Reps. Jennifer Coffey, R-Andover, and Susan DeLemus, R-Rochester, testified that they did not feel safe walking to the legislative garage where their cars are parked.

"I'm feeling very threatened as I walk past people who seem a little shady," said DeLemus.

Ban supporters said the public, particularly schoolchildren, touring the Statehouse shouldn't be put at risk. Police have the training, not the public, to deal with volatile situations, they said. They also said police would have a hard time distinguishing among those with guns who were defending themselves from the aggressors if the ban was lifted.

Former state Rep. Valerie Hardy, a Litchfield Democrat, read a list of incidents around the nation involving gun violence.
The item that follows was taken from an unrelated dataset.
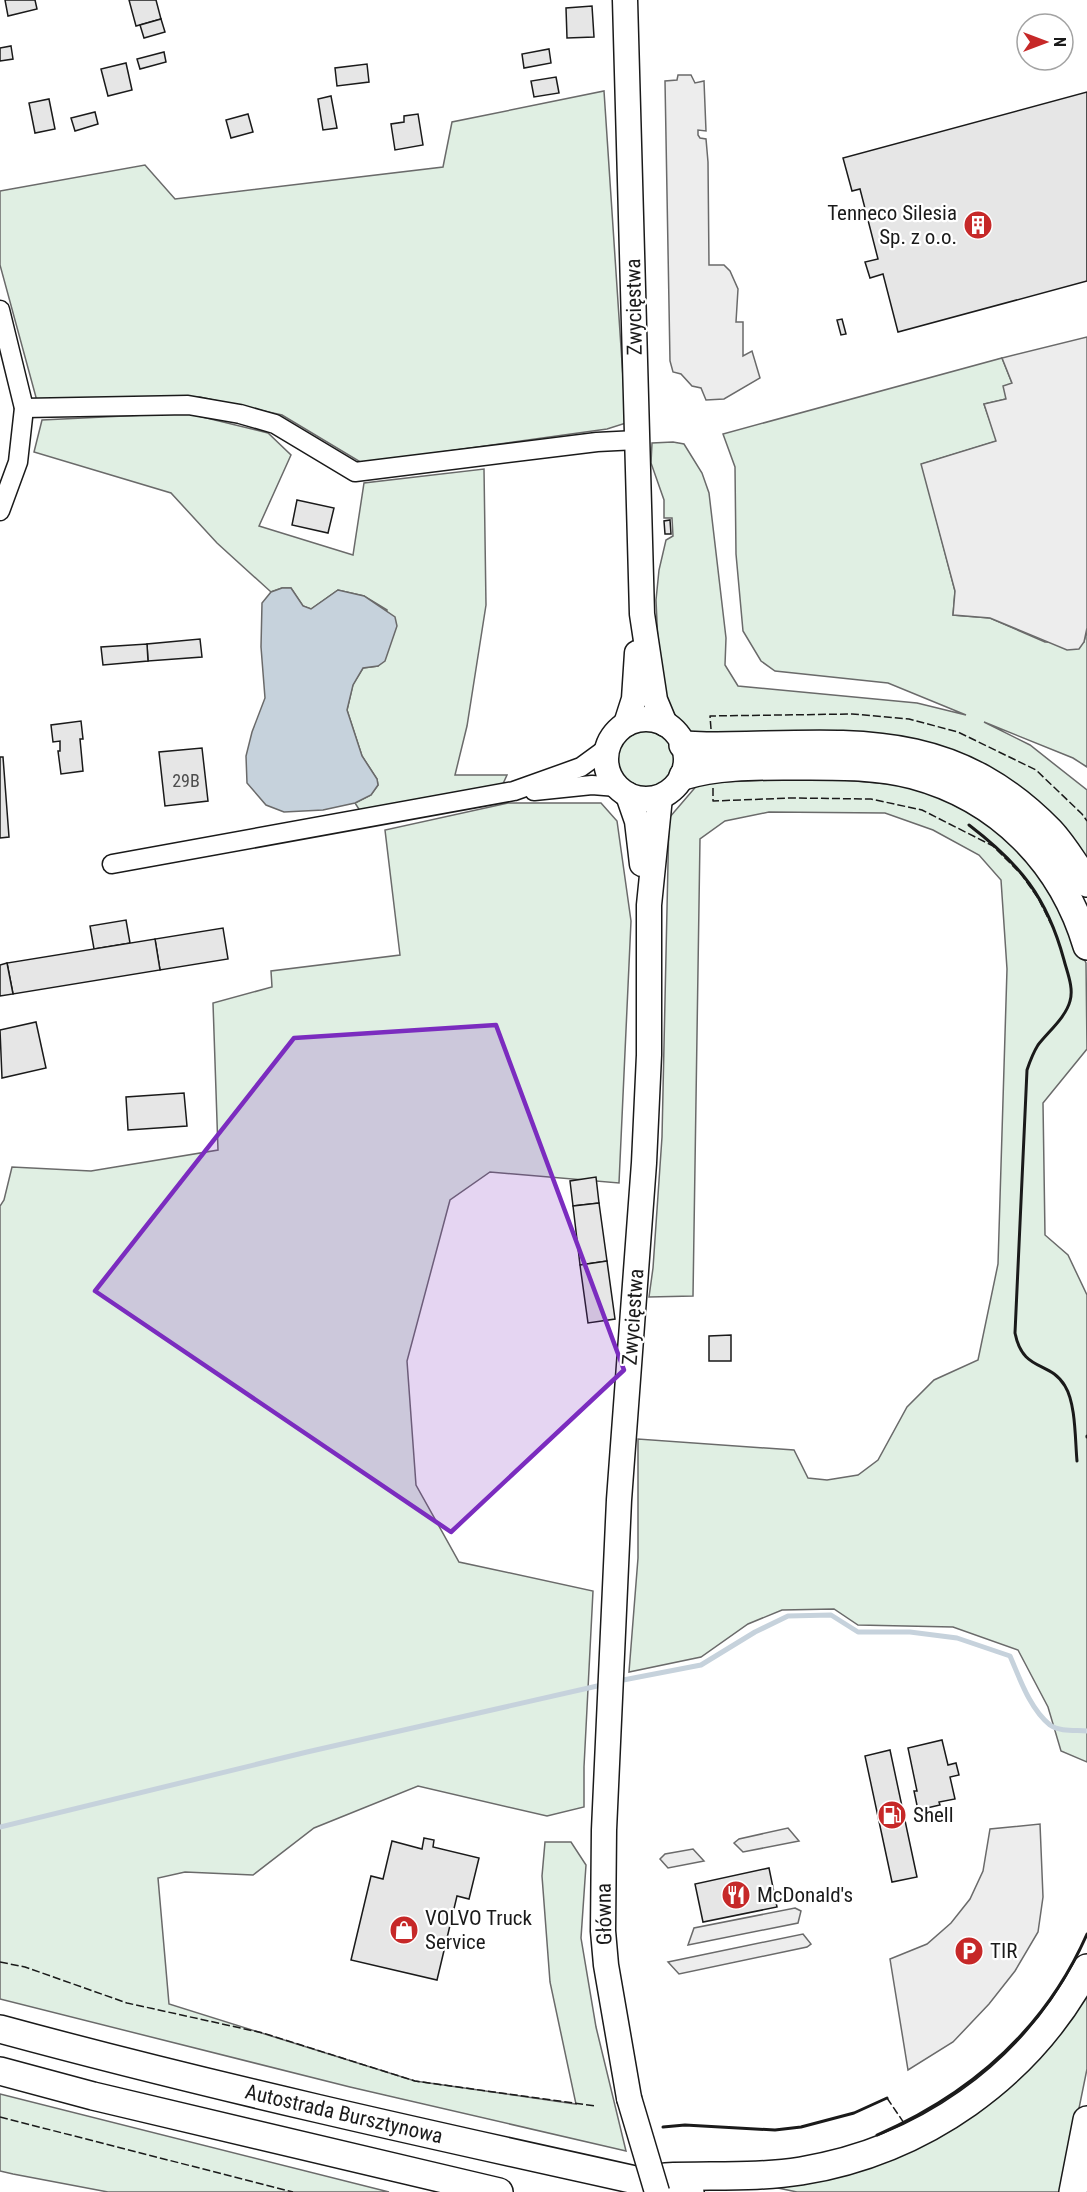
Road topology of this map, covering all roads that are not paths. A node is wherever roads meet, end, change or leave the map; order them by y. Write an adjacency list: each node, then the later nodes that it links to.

"There's too much violence in this world," she said.

House Republican Leader D.J. Bettencourt of Salem challenged her.

"The vast majority of places where those took place were gun free zones, were they not?" he said.

"I can't understand why people feel they have to have a gun everywhere they go," she replied.

Carol Backus of Manchester said gun rights are not absolute and the Statehouse should be a safe haven, particularly for schoolchildren touring with their classes.

"Why should random members of the public be allowed to carry loaded handguns into Representatives Hall or the governor's office?" she said.

Senate Democratic Leader Sylvia Larsen of Concord was the lone Democrat present and voted against the repeal.

"Our most important job this session is to address economic issues," she said. "We're spending our first day addressing an issue I fear will cause problems over time."

She predicted difficult debates would produce "passion, disappointment and defeats."

"Our job is to promote civil discourse and not to allow disruption," she said.

The House also will consider changing its rules Wednesday to allow people to carry weapons in the House chamber, anterooms, cloakrooms or any area of the Statehouse adjacent to those rooms. The rule will prohibit their display, but will allow them to use weapons in self-defense and to defend others.

Currently, only law enforcement officers can carry deadly weapons on the House floor or adjacent areas.

The change would leave it to the House and Senate sergeant-at-arms to keep order in the respective chambers. State police and the Legislature's chief of protective services would keep order in other areas of the complex.

Senate President Peter Bragdon, R-Milford, said he did not know of a similar proposal to the Senate's rules.